Instructions for the task:
Take the entries below and print, exactly, the stretch from the line containing "thumb mcp: (729, 408)" through the line containing "ring mcp: (671, 339)", both included.

Task material:
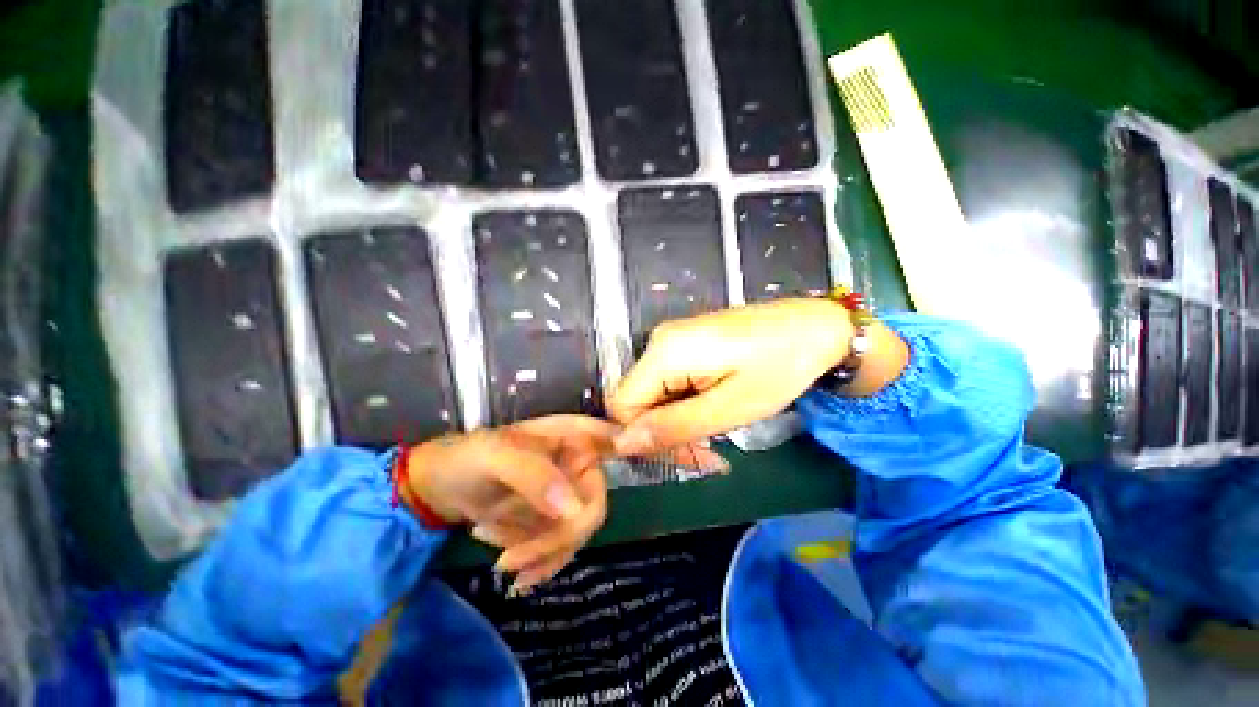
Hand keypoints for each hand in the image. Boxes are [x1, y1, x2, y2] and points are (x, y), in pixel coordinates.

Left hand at [404, 416, 616, 590]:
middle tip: (513, 561)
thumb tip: (574, 510)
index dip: (629, 457)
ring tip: (500, 560)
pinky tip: (507, 564)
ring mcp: (568, 495)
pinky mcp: (555, 521)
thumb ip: (534, 475)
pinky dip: (537, 563)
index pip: (614, 440)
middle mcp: (578, 464)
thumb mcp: (495, 456)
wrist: (439, 489)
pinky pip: (561, 549)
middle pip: (593, 505)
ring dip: (540, 555)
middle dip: (558, 538)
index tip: (615, 483)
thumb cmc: (468, 458)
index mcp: (572, 435)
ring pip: (577, 534)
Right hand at [607, 298, 855, 454]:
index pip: (621, 405)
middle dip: (663, 430)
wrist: (815, 328)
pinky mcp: (684, 342)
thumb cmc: (779, 369)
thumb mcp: (729, 408)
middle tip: (706, 450)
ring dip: (676, 419)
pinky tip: (712, 407)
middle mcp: (658, 340)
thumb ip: (672, 427)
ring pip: (653, 394)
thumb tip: (622, 444)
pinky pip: (668, 382)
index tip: (682, 455)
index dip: (642, 436)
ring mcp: (671, 339)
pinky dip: (683, 403)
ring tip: (715, 429)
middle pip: (636, 399)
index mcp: (663, 352)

Task result:
thumb mcp: (729, 408)
middle tip: (706, 450)
ring dip: (676, 419)
pinky tip: (712, 407)
middle mcp: (658, 340)
thumb ip: (672, 427)
ring pip: (653, 394)
thumb tip: (622, 444)
pinky pip: (668, 382)
index tip: (682, 455)
index dip: (642, 436)
ring mcp: (671, 339)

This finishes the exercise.